12.05.2000 - 00:00 | Son Güncellenme:

"Yeşil" ikilem

Yeşil ikilem


       Berlin Hükümeti Alman Ordusu'nu (die Bundeswehr) tepeden tırnağa reforme etme hazırlıklarına başladı. Kadrolarda çok geniş çaplı indirimler yapılacak ve 230.000 profesyonel askerle 30.000 mükellefden oluşacak, geleceğin Alman Silahlı Kuvvetleri. Halen NATO içinde askerlik "mükellefiyeti" bulunan üç ülke var: Almanya, Yunanistan ve Türkiye.
       Yeni konsept çok çevik ve ateş kudreti son derece yüksek bir "müdahale gücü" öngörüyor. Deniliyor ki "Soğuk Savaş'ın sona ermesiyle artık çok ağır ve tumturaklı savunma orduları yerine dünyanın muhtelif bölgelerine anında müdahale edebilecek birliklere ihtiyaç var.
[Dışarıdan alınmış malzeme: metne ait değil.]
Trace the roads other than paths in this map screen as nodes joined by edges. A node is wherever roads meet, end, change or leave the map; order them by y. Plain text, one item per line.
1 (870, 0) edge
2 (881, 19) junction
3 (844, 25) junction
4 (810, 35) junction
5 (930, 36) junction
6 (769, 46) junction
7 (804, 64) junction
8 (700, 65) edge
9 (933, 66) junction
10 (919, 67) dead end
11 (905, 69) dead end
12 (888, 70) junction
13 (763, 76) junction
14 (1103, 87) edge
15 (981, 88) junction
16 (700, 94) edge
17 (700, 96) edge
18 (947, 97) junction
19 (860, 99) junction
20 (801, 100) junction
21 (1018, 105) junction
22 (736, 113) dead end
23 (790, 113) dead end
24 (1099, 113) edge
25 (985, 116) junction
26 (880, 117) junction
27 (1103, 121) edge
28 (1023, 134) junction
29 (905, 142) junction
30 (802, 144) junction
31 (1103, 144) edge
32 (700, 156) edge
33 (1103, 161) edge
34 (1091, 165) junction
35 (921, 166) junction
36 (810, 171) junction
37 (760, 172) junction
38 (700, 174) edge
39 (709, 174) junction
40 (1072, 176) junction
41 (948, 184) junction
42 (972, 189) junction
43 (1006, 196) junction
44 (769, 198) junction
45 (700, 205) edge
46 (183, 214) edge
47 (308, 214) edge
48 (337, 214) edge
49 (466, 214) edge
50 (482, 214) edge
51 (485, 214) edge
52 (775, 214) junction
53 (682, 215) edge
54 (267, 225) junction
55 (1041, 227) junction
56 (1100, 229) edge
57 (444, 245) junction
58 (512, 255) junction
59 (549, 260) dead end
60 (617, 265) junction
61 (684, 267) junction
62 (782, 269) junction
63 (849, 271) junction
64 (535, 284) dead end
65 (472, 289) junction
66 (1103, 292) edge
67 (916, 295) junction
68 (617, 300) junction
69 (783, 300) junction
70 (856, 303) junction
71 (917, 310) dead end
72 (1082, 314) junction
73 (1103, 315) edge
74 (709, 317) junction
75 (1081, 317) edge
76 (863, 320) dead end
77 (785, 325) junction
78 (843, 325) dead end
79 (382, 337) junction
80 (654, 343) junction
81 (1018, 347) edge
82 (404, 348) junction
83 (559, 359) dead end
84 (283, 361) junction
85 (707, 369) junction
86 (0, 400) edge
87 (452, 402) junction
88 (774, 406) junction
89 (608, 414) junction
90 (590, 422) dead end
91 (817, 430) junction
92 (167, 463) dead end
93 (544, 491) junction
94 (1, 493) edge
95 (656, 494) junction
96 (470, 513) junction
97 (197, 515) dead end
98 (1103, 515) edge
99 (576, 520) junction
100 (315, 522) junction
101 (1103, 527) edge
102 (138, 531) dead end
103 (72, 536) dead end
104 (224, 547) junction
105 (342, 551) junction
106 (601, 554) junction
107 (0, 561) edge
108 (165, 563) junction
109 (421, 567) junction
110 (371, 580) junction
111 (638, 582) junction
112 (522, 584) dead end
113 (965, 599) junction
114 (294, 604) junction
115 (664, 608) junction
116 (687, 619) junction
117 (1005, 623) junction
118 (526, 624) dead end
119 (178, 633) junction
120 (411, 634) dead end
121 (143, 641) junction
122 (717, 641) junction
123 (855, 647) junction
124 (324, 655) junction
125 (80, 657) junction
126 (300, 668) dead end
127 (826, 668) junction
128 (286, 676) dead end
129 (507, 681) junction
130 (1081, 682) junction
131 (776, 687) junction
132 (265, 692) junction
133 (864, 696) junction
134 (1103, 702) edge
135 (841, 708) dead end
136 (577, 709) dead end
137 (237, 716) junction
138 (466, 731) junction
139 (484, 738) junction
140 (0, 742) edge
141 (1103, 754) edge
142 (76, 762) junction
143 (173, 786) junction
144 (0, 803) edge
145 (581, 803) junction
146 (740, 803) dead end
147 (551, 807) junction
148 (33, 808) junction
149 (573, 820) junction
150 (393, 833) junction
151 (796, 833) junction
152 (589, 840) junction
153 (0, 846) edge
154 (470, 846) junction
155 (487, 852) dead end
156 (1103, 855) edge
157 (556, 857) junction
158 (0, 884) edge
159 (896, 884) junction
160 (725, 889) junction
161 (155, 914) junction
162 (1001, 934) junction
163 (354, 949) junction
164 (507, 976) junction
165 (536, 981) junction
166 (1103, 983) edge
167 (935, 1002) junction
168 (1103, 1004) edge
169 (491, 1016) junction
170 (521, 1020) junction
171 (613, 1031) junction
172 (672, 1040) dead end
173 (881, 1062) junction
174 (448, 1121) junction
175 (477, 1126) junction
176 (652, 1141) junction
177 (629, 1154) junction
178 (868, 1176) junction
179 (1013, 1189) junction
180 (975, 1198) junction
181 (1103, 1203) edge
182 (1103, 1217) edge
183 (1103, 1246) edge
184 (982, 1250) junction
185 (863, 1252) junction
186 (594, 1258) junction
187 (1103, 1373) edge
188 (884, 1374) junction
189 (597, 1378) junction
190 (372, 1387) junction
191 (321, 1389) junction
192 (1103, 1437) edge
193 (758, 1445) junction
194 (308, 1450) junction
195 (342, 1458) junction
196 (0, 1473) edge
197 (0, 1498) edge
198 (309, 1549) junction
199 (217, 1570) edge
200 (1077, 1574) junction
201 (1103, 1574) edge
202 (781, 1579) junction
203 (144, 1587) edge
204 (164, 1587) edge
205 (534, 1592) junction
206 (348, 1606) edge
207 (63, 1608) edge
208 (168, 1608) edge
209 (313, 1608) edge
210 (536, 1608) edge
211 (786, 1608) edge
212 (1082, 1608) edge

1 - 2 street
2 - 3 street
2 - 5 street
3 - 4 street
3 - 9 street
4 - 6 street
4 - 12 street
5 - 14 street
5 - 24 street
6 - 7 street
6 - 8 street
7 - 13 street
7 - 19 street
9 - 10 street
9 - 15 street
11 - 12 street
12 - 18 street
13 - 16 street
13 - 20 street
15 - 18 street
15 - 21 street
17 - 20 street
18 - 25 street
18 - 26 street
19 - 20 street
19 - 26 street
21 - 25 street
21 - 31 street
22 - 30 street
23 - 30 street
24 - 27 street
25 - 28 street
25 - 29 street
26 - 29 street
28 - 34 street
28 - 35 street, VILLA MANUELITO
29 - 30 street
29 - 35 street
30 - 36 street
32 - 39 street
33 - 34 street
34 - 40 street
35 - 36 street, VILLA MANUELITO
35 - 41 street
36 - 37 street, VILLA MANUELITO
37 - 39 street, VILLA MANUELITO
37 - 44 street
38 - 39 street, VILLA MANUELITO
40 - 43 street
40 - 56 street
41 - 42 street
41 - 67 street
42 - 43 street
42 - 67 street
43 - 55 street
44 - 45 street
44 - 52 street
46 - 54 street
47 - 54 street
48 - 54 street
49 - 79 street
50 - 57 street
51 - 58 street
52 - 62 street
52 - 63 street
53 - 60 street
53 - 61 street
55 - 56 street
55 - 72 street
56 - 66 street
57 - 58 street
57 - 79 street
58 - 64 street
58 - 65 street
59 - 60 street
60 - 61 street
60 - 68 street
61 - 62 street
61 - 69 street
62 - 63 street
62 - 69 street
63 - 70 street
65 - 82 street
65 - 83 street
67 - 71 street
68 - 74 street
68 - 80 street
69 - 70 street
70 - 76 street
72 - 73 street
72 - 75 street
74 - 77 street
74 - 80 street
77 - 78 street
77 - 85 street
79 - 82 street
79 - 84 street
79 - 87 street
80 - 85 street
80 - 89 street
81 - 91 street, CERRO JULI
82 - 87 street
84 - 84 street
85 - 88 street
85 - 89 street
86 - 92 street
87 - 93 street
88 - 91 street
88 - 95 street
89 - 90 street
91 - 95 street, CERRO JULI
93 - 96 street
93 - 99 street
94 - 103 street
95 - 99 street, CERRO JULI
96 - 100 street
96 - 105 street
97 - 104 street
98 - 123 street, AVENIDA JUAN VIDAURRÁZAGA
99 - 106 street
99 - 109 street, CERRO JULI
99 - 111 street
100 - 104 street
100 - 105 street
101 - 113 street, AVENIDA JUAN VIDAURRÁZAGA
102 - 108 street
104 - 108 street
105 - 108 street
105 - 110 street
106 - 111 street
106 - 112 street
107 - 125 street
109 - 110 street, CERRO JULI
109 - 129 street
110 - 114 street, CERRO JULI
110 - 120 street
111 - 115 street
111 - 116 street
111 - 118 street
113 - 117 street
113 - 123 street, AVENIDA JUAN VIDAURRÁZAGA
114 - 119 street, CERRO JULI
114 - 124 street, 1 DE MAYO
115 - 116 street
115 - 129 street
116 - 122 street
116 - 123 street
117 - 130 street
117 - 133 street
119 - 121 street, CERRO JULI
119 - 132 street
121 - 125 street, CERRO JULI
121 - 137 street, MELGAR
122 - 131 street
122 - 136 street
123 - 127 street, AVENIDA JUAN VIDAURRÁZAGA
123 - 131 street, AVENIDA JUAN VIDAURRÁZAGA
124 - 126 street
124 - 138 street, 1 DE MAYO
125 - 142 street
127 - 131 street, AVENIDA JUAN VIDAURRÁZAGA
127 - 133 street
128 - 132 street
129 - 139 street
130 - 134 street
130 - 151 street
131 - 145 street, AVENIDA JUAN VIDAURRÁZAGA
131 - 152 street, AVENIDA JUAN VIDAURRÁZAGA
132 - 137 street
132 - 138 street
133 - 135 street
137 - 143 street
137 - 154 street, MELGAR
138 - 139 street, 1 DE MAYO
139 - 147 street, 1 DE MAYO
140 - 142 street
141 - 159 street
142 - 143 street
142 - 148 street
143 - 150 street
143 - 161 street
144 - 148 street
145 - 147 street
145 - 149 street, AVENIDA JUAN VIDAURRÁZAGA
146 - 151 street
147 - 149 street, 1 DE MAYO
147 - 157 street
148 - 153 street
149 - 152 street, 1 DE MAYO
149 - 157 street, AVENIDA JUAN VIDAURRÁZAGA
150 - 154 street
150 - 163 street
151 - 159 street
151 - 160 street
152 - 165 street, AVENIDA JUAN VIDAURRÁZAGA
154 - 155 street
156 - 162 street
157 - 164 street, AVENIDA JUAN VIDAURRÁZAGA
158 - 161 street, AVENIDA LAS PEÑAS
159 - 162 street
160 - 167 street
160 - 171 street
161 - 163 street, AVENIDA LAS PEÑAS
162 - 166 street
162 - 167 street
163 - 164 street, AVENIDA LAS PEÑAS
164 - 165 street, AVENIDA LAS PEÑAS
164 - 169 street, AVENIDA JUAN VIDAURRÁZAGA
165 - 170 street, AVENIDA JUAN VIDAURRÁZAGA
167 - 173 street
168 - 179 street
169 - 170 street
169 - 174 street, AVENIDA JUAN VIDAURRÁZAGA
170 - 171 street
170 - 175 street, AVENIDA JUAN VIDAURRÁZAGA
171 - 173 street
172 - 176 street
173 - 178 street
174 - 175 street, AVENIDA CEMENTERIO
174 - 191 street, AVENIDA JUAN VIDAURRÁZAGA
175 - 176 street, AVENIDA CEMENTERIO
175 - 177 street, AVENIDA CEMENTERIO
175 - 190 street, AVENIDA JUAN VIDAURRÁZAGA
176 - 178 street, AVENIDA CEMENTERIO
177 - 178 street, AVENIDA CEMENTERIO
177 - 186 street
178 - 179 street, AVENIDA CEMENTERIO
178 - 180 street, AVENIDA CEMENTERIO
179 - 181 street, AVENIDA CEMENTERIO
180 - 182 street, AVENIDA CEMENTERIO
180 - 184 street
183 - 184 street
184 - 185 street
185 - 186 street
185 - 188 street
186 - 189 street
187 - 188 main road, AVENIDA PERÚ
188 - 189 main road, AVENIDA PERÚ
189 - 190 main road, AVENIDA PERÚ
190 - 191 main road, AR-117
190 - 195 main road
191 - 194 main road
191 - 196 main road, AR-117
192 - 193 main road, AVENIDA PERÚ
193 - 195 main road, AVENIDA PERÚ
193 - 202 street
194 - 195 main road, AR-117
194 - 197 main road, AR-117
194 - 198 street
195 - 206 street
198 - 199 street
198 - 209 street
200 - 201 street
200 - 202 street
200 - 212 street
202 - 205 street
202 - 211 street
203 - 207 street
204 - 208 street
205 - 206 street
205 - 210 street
Bu itibarla sıkı bir rejime girip yağlarımızı eriterek sırım gibi olalım."... İşin garib yanı buna Berlin'deki Hükümet Koalisyonu'nun Küçük Ortağı "Yeşiller"in de destek vermesi. Oysa yıllardır "Dış Politikanın Militarizasyonu / Askerileşmesi" diye telaşe nazırlığı ederek, çoğu safderun idealistlerden oluşan seçmenleri nezdinde parsa topluyorlardı. Şimdi bu militarizasyona şakşakçılık etmek de zahir politikanın "incelikleri"nden... Tevekkeli dememişler "iktidar irtikaba mütemayildir" diye...
       Hele "Yeşiller"in Savunma Politikası Sözcüsü ve "Fahri Kürd Muhibbesi" Angelika Beer bunu nasıl izah edecek, doğrusu pek merak ediyorum.
       "Yeşiller" bir tuhafdır. Türkiye'ye "Leopard II" teknolojisinin nakli sözkonusu oldu mu "mazlum" Kürdleri esirgemek amacıyla Hükümet'i bozmayı bile göze alırlar. Ama önümüzdeki aylarda yeniden patlak vermesi muhakkak gibi görünen yeni "Kosova Savaşı"na Alman Silahlı Kuvvetleri'nin büyük bir ihtimalle katılmasını sineye çekeceklerdir. Bekleyin, göreceksiniz...
       Ne müşahade ediyorum, bilir misiniz? Zirvedeki birtakım "Yeşiller"in biyografilerini ("cemaziyülevvellerini"!!!) inceleyiniz. Göreceksiniz ki aralarında sabık "Komünist Birliği"nden (der Kommunistische Bund) gelenler, FKÖ gerilla kamplarında eğitim görenler vesaire ibadullahdır. Şimdi bunlara demokrasinin oyun kuralları gereği "iktidar salonu" kapısından içeri girme izni gerçi verilmişdir. Fakat "duracakları" yer de öyle "başköşe" olmakdan çok uzakdır. Daha ziyade kapıya yakın... Örneğin Dışişleri Bakanı Joschka Fischer, yalnızlığı gitgide artan bir "trajik figür"e dönüşmekdedir. "İsmen" evet dışişleri bakanıdır ama "Alman Dış Politikası" onun bulunmadığı bir yerlerde teşekkül ediyor. Ciddi devletlerin hariciye kadroları, bütün ülkelerde muhafazakar eğilimlidir. Eşyanın tabiatı gereği... Türk Hariciyesi zannımca bu durumun nasıl olsa farkındadır ama tedbir olarak neler akla gelebilir? Belki de en iyisi bir müddet kenarda durup "Yeşiller"in Sosyal Demokratlar'la didişmekden bitab düşmelerini beklemek.
       Çünkü bunlar rahat duramazlar... Kimseyi bulamazsalar dönüp aynadaki hayalleriyle boğuşurlar...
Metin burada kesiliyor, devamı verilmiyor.